Berriel is reported to be leaving the position he held for three years for personal reasons. He will end his term after the June monetary policy meeting.

Neto has nominated the Federal Reserve Bank of San Francisco’s research adviser, Fernanda Feitosa Nechio, to fill the soon-to-be-vacant seat. Nechio still has to be approved by the Senate before taking over.

Nechio joined the San Francisco Fed in 2015, and has held three positions there including economist and senior economist. She has previously been a lecturer at the University of California, Berkeley, and Pontifical Catholic University in Rio de Janeiro.

Nechio’s research areas are monetary policy and international finance. She has published a number of related papers, including her most recent: Using Brexit to identify the nature of price rigidities; and Inflationary effects of trade disputes with China, in which she analyses the price effects of the trade and political fallout.
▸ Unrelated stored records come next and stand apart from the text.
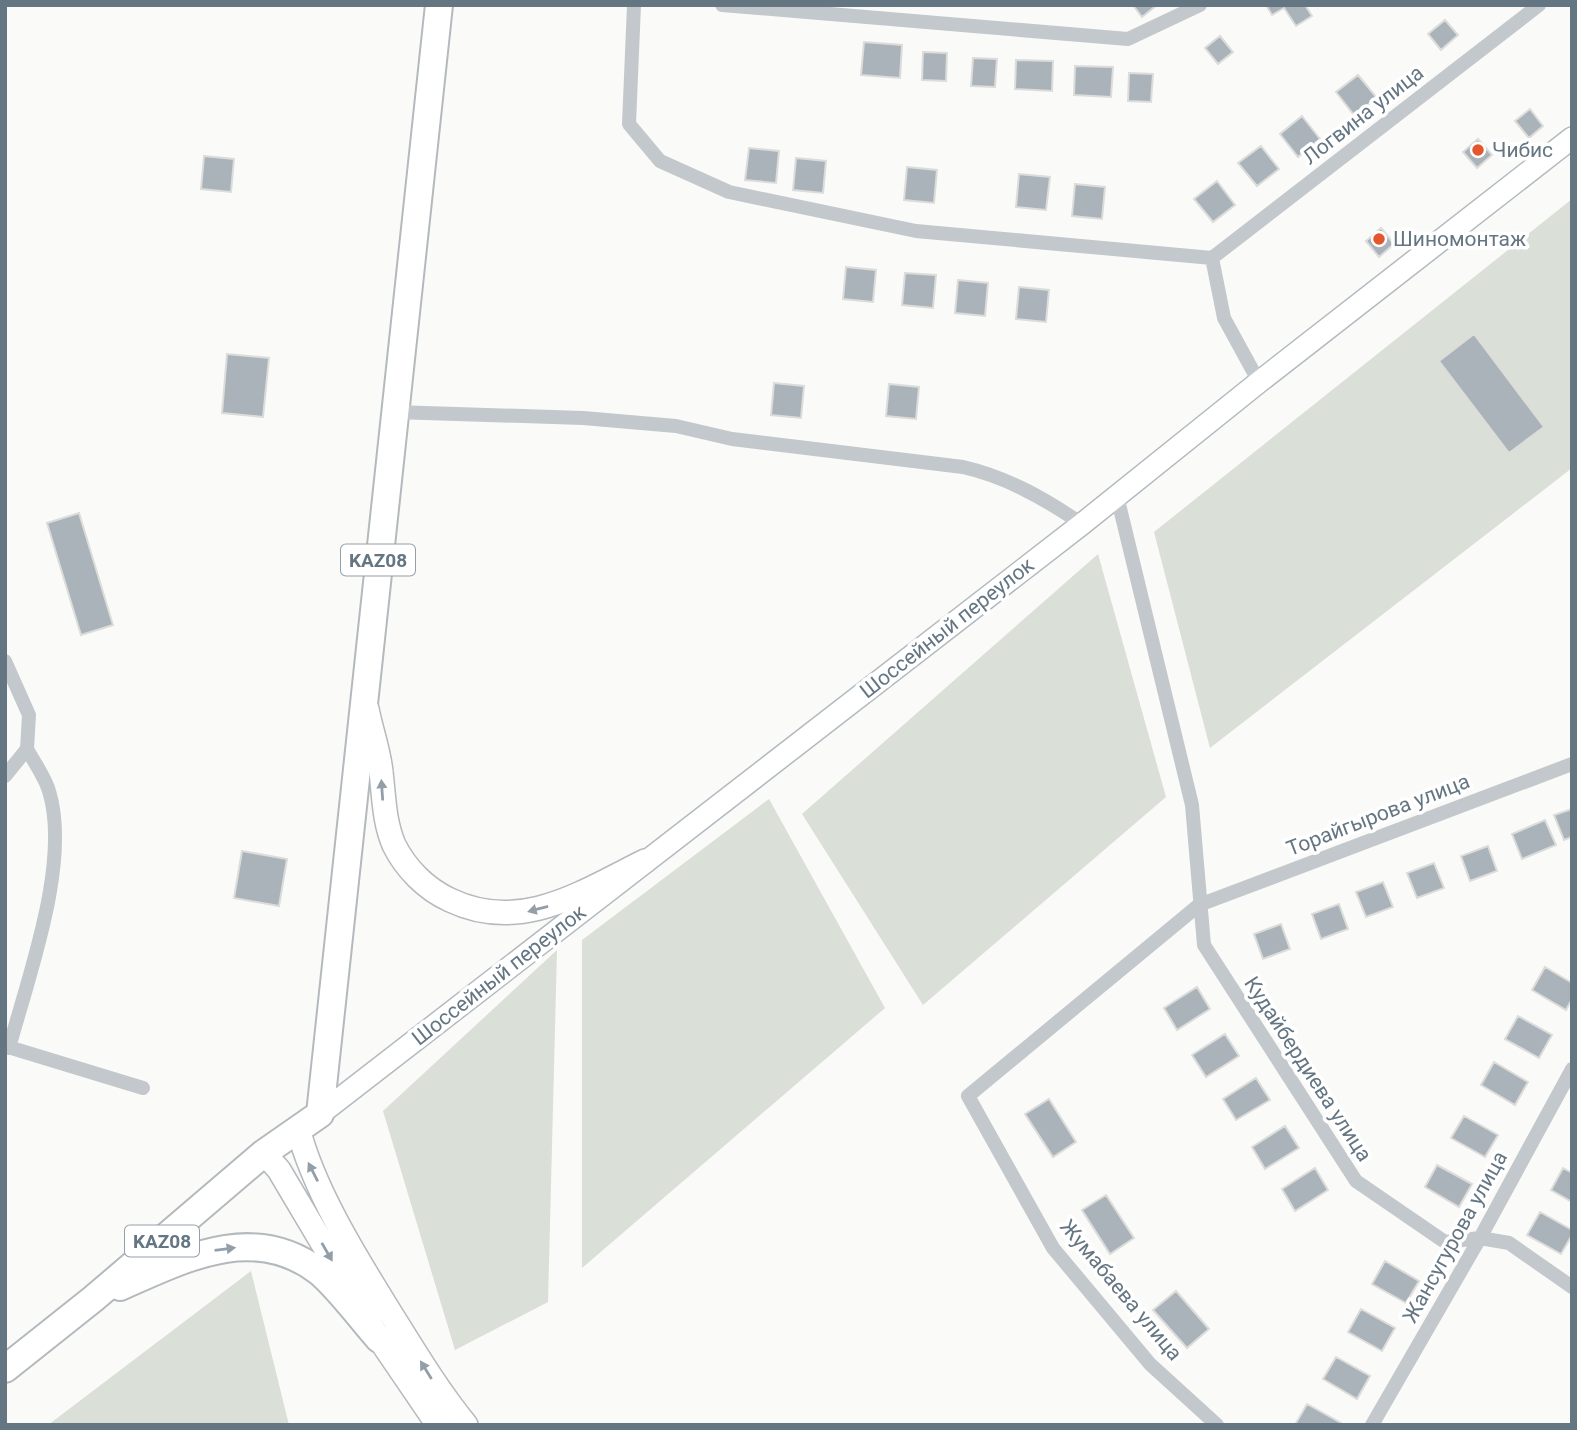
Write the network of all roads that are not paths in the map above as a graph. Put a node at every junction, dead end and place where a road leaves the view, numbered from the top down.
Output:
1 (439, 5) edge
2 (634, 5) edge
3 (722, 5) edge
4 (1200, 5) edge
5 (1539, 5) edge
6 (1572, 138) edge
7 (1213, 258) junction
8 (1259, 382) junction
9 (394, 412) junction
10 (1116, 496) junction
11 (1082, 524) junction
12 (5, 661) edge
13 (365, 701) junction
14 (27, 749) junction
15 (1572, 764) edge
16 (5, 776) edge
17 (645, 861) junction
18 (1199, 905) junction
19 (7, 1047) edge
20 (1572, 1069) edge
21 (143, 1088) dead end
22 (968, 1097) joint
23 (309, 1121) junction
24 (264, 1153) junction
25 (1480, 1238) junction
26 (1572, 1287) edge
27 (93, 1299) junction
28 (379, 1339) junction
29 (5, 1369) edge
30 (439, 1425) edge
31 (466, 1425) edge
32 (1217, 1425) edge
33 (1372, 1425) edge

1 - 9 highway, KAZ08
2 - 7 street
3 - 4 street
5 - 7 street, Логвина улица
6 - 8 main road, Шоссейный переулок
7 - 8 street
8 - 10 main road, Шоссейный переулок
9 - 11 street
9 - 13 highway, KAZ08
10 - 11 main road, Шоссейный переулок
10 - 18 street, Кудайбердиева улица
11 - 17 main road, Шоссейный переулок
12 - 14 street
17 -> 13 main road
13 - 23 highway, KAZ08
14 - 16 street
14 - 19 street
15 - 18 street, Торайгырова улица
17 - 23 main road, Шоссейный переулок
18 - 22 street, Торайгырова улица
18 - 25 street, Кудайбердиева улица
19 - 21 street
20 - 25 street, Жансугурова улица
22 - 32 street, Жумабаева улица
23 - 24 highway, KAZ08
31 -> 23 main road
24 - 27 highway, KAZ08
24 -> 28 main road
25 - 26 street, Кудайбердиева улица
25 - 33 street, Жансугурова улица
27 -> 28 highway
27 - 29 highway, KAZ08
28 - 30 main road

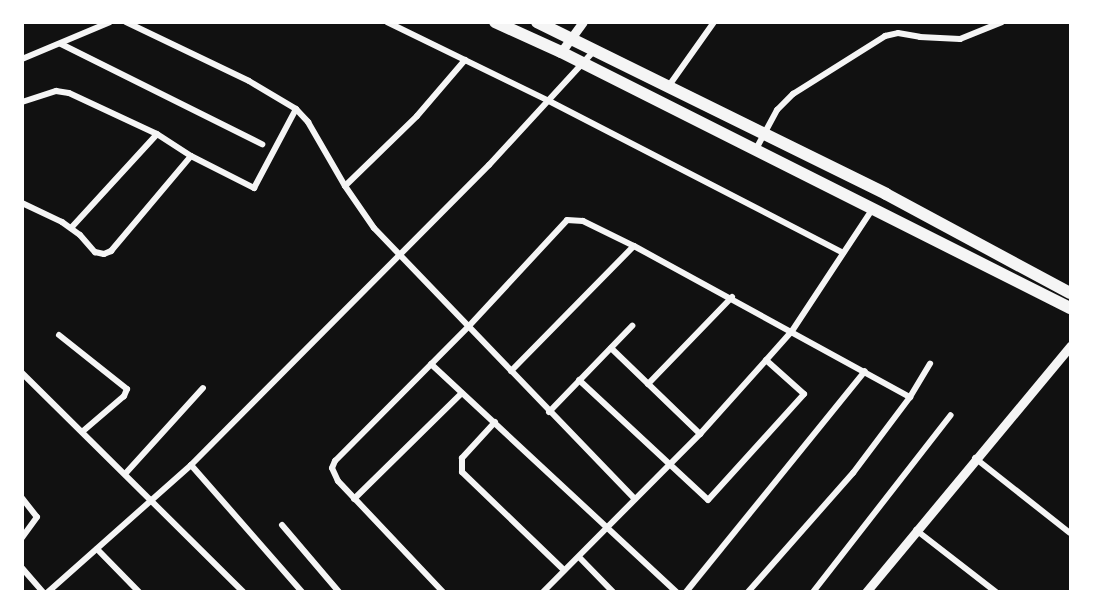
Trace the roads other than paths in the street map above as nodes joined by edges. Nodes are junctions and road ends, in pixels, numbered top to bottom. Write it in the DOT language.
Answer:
graph roads {
  1 [pos="110,22"];
  2 [pos="126,22"];
  3 [pos="387,22"];
  4 [pos="495,22"];
  5 [pos="537,22"];
  6 [pos="584,22"];
  7 [pos="714,22"];
  8 [pos="1002,22"];
  9 [pos="571,40"];
  10 [pos="61,44"];
  11 [pos="594,51"];
  12 [pos="561,52"];
  13 [pos="22,58"];
  14 [pos="465,60"];
  15 [pos="583,64"];
  16 [pos="668,88"];
  17 [pos="549,101"];
  18 [pos="22,102"];
  19 [pos="296,109"];
  20 [pos="157,134"];
  21 [pos="762,134"];
  22 [pos="262,144"];
  23 [pos="755,151"];
  24 [pos="191,156"];
  25 [pos="345,186"];
  26 [pos="22,203"];
  27 [pos="873,208"];
  28 [pos="71,228"];
  29 [pos="634,246"];
  30 [pos="843,253"];
  31 [pos="399,257"];
  32 [pos="1071,293"];
  33 [pos="732,297"];
  34 [pos="1071,308"];
  35 [pos="469,326"];
  36 [pos="632,326"];
  37 [pos="792,331"];
  38 [pos="59,335"];
  39 [pos="1071,346"];
  40 [pos="611,348"];
  41 [pos="766,360"];
  42 [pos="431,364"];
  43 [pos="930,364"];
  44 [pos="865,370"];
  45 [pos="512,371"];
  46 [pos="22,373"];
  47 [pos="579,380"];
  48 [pos="648,384"];
  49 [pos="203,388"];
  50 [pos="462,393"];
  51 [pos="910,397"];
  52 [pos="549,412"];
  53 [pos="951,416"];
  54 [pos="495,422"];
  55 [pos="82,432"];
  56 [pos="700,434"];
  57 [pos="975,458"];
  58 [pos="191,465"];
  59 [pos="669,465"];
  60 [pos="125,474"];
  61 [pos="22,498"];
  62 [pos="354,499"];
  63 [pos="635,499"];
  64 [pos="152,501"];
  65 [pos="282,525"];
  66 [pos="608,527"];
  67 [pos="916,530"];
  68 [pos="1071,533"];
  69 [pos="22,538"];
  70 [pos="97,549"];
  71 [pos="579,557"];
  72 [pos="22,568"];
  73 [pos="564,570"];
  74 [pos="991,590"];
  75 [pos="43,591"];
  76 [pos="48,591"];
  77 [pos="139,591"];
  78 [pos="243,591"];
  79 [pos="302,591"];
  80 [pos="339,591"];
  81 [pos="443,591"];
  82 [pos="543,591"];
  83 [pos="613,591"];
  84 [pos="676,591"];
  85 [pos="686,591"];
  86 [pos="748,591"];
  87 [pos="813,591"];
  88 [pos="866,591"];
  1 -- 10 [label="street"];
  2 -- 19 [label="street"];
  3 -- 14 [label="street"];
  4 -- 12 [label="highway"];
  5 -- 9 [label="highway"];
  6 -- 9 [label="street"];
  7 -- 16 [label="street"];
  8 -- 21 [label="street"];
  9 -- 11 [label="highway"];
  9 -- 12 [label="street"];
  10 -- 13 [label="street"];
  10 -- 22 [label="street"];
  11 -- 15 [label="street"];
  11 -- 16 [label="highway"];
  12 -- 15 [label="highway"];
  14 -- 17 [label="street"];
  14 -- 25 [label="street"];
  15 -- 17 [label="street"];
  15 -- 23 [label="highway"];
  16 -- 21 [label="highway"];
  17 -- 30 [label="street"];
  17 -- 31 [label="street"];
  18 -- 20 [label="street"];
  19 -- 24 [label="street"];
  19 -- 25 [label="street"];
  20 -- 24 [label="street"];
  20 -- 28 [label="street"];
  21 -- 23 [label="street"];
  21 -- 32 [label="highway"];
  23 -- 27 [label="highway"];
  24 -- 28 [label="street"];
  25 -- 31 [label="street"];
  26 -- 28 [label="street"];
  27 -- 30 [label="street"];
  27 -- 34 [label="highway"];
  29 -- 33 [label="street"];
  29 -- 35 [label="street"];
  29 -- 45 [label="street"];
  30 -- 37 [label="street"];
  31 -- 35 [label="street"];
  31 -- 58 [label="street"];
  33 -- 37 [label="street"];
  33 -- 48 [label="street"];
  35 -- 42 [label="street"];
  35 -- 45 [label="street"];
  36 -- 40 [label="street"];
  37 -- 41 [label="street"];
  37 -- 44 [label="street"];
  38 -- 55 [label="street"];
  39 -- 57 [label="street"];
  40 -- 47 [label="street"];
  40 -- 48 [label="street"];
  41 -- 56 [label="street"];
  41 -- 59 [label="street"];
  42 -- 50 [label="street"];
  42 -- 62 [label="street"];
  43 -- 51 [label="street"];
  44 -- 51 [label="street"];
  44 -- 85 [label="street"];
  45 -- 52 [label="street"];
  46 -- 55 [label="street"];
  47 -- 52 [label="street"];
  47 -- 59 [label="street"];
  48 -- 56 [label="street"];
  49 -- 60 [label="street"];
  50 -- 54 [label="street"];
  50 -- 62 [label="street"];
  51 -- 86 [label="street"];
  52 -- 63 [label="street"];
  53 -- 87 [label="street"];
  54 -- 66 [label="street"];
  54 -- 73 [label="street"];
  55 -- 60 [label="street"];
  56 -- 59 [label="street"];
  57 -- 67 [label="street"];
  57 -- 68 [label="street"];
  58 -- 64 [label="street"];
  58 -- 79 [label="street"];
  59 -- 63 [label="street"];
  60 -- 64 [label="street"];
  61 -- 69 [label="street"];
  62 -- 81 [label="street"];
  63 -- 66 [label="street"];
  64 -- 70 [label="street"];
  64 -- 78 [label="street"];
  65 -- 80 [label="street"];
  66 -- 71 [label="street"];
  66 -- 84 [label="street"];
  67 -- 74 [label="street"];
  67 -- 88 [label="street"];
  70 -- 76 [label="street"];
  70 -- 77 [label="street"];
  71 -- 73 [label="street"];
  71 -- 83 [label="street"];
  72 -- 75 [label="street"];
  73 -- 82 [label="street"];
}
Lithuania: The Bank of Lithuania appointed a new monetary policy board deputy chair, Asta Kuniyoshi, on May 7. It also reappointed Marius Jurgilas for a second term as a member of the board.

Kuniyoshi previously headed the budget policy monitoring department at the National Audit Office of Lithuania. She started her career at the Ministry of Social Security and Labour in 1994, and moved onto the Ministry of Finance in 2001. From 2007–12, she held the position of financial adviser at the Permanent Representation of Lithuania to the European Union.

Jurgilas has been a member of the board since 2013 and has previously held a position as an economist at the financial stability research department of the central bank of Norway. Before then, he was at the Bank of England, also as an economist.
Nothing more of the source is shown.